Tony Perkins, president of the Family Research Council, recently stated that in spite of recent comments from the Pentagon clarifying that it will not discriminate against evangelicals in the U.S. military, he believes that more must be done to ensure that the religious freedom of those in the armed forces is respectfully observed.
"While we appreciate the [Department of Defense's] public assurances, they mean nothing until the Pentagon and the Air Force take specific steps to roll back the climate of religious hostility in our military – and that includes disavowing extremists like Mikey Weinstein," Perkins wrote Thursday in a blog post on FRC's website.
"For too long, the [Department of Defense] has tested the limits of political correctness, turning a policy of religious neutrality into an excuse for religious hostility. It's time for the Pentagon to show the American people who it stands with: Mikey Weinstein or our brave men and women in uniform?" Perkins continued.
"If the latter, then it's time they ensured our troops can exercise the very rights they protect."
Perkins was referencing the April 23 meeting between Pentagon officials and Weinstein, president of the Military Religious Freedom Foundation.
The meeting, which involved other attendees besides Weinstein, reportedly had to do with tolerance and harassment issues within the military.
As The Christian Post previously reported, Weinstein has made incendiary remarks regarding Christianity, describing pro-family, traditional Christian groups as "fundamentalist Christian monsters," and has spoken out against what he has described as "virulent religious oppression" by conservative Christians within military ranks.
Shortly after this reported meeting between the Pentagon and Weinstein, Todd Starnes, correspondent for Fox News, wrote an article which included interviews with Weinstein and Pentagon spokesman Lt. Cmdr. Nate Christensen.
The structure of the interviews suggested that proselytization could result in punishment by court-martialing.
In response to these comments, the Family Research Council launched a petition addressed to Defense Secretary Chuck Hagel, calling for the religious rights of those serving in the military to be protected.
The Pentagon then released a statement seeking to clarify the confusion which caused many to express alarm over the possible persecution of Christians in the military.
Department of Defense spokesman Lt. Cmdr.
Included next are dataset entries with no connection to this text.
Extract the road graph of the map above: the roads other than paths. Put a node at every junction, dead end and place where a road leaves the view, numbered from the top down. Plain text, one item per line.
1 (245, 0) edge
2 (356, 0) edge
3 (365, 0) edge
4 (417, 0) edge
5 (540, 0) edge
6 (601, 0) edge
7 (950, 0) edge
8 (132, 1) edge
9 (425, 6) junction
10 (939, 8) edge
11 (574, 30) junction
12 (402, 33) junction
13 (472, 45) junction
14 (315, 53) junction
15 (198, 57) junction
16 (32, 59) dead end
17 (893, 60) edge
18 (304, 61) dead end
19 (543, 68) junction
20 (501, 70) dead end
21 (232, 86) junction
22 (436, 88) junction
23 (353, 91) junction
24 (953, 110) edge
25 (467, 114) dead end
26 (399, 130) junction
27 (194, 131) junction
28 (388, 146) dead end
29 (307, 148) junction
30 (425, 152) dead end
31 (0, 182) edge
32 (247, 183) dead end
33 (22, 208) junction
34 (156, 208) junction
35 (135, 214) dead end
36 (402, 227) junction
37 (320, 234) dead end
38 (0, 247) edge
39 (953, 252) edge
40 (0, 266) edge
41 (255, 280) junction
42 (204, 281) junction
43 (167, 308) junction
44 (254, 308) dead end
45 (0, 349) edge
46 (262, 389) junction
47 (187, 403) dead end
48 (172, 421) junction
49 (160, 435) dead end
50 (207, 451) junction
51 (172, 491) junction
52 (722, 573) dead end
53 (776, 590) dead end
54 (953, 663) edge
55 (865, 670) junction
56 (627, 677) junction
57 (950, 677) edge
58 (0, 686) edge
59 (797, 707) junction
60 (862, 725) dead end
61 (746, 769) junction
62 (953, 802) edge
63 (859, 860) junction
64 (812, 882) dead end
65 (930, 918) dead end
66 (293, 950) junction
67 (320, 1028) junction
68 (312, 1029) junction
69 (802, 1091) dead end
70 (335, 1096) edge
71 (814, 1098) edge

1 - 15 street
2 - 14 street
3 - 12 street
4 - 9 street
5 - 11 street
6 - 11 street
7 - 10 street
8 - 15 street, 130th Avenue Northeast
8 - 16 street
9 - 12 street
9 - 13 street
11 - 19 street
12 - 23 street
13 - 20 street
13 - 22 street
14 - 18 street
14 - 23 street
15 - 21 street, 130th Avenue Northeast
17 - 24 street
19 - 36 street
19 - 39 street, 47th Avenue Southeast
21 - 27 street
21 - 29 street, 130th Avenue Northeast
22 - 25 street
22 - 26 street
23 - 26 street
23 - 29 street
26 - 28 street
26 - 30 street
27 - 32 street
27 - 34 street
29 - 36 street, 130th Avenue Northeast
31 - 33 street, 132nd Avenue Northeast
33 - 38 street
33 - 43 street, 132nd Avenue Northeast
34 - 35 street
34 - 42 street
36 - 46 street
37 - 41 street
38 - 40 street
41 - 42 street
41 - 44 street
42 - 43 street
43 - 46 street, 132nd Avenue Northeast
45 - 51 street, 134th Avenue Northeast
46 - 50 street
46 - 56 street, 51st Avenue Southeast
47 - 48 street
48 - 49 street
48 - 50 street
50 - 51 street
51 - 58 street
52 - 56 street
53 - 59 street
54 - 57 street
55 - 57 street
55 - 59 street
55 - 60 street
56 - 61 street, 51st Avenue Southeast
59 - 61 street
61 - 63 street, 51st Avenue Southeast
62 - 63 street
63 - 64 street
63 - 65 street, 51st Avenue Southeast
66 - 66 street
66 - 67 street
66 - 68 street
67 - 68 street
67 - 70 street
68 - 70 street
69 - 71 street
Nate Christensen clarified in his statement that aggressive proselytization continues to be barred in military ranks, but evangelism and the spreading of the Gospel is still permitted.
"The U.S. Department of Defense has never and will never single out a particular religious group for persecution or prosecution," Christensen said in a statement, as reported by The Tennessean.
"The Department makes reasonable accommodations for all religions and celebrates the religious diversity of our service members."
Christensen then sought to clarify the difference between evangelism and proselytization.
"Service members can share their faith (evangelize), but must not force unwanted, intrusive attempts to convert others of any faith or no faith to one's beliefs (proselytization)," the spokesman defined.
As the Air Force Law Review clarified in 2007, evangelism within the military is acceptable, but proselytization becomes unacceptable if it reaches an excessively aggressive point in which the listener feels threatened or becomes distracted form performing his or her duty.
The article by the AFLR states that if the "repeated, unwanted nature of the proselytizing ... affects the listener's morale and ability to do his job and thus interfere with mission accomplishment and unit effectiveness," then the religious speech becomes "unprotected."
Christensen confirmed this to The Tennessean: "If a service member harasses another member on the basis of race, color, sex, religion, national origin, age, or disability, then the commander takes action based on the gravity of the occurrence. Likewise, when religious harassment complaints are reported, commanders take action based on the gravity of the occurrence on a case-by-case basis."
Still, many conservative Christians, including Perkins and others, remain unconvinced that the military has maintained its openness toward religious freedom in recent years.
Many cite the 2011 repeal of "Don't Ask, Don't Tell" and the recent controversy involving the labeling of evangelical Christianity and Catholicism as "religious extremism" in a U.S. Army Reserve Equal Opportunity training brief.
In the latter controversy, the Army argued that the brief was an "isolated incident" and the slide describing evangelicals and Catholics as "extremist" had been removed from the brief's powerpoint presentation.
The Pentagon's recent meeting with Weinstein doesn't do much to assuage the concern of Christians either.
"God help us now when someone with such visceral hatred of conservative Christians – literally tens of millions of Americans – who says sharing this gospel is 'spiritual rape' is helping develop policies for how to deal with Christians in the military," Ken Klukowski, director of the Center for Religious Liberty at Family Research Council, wrote on the conservative website Breitbart recently.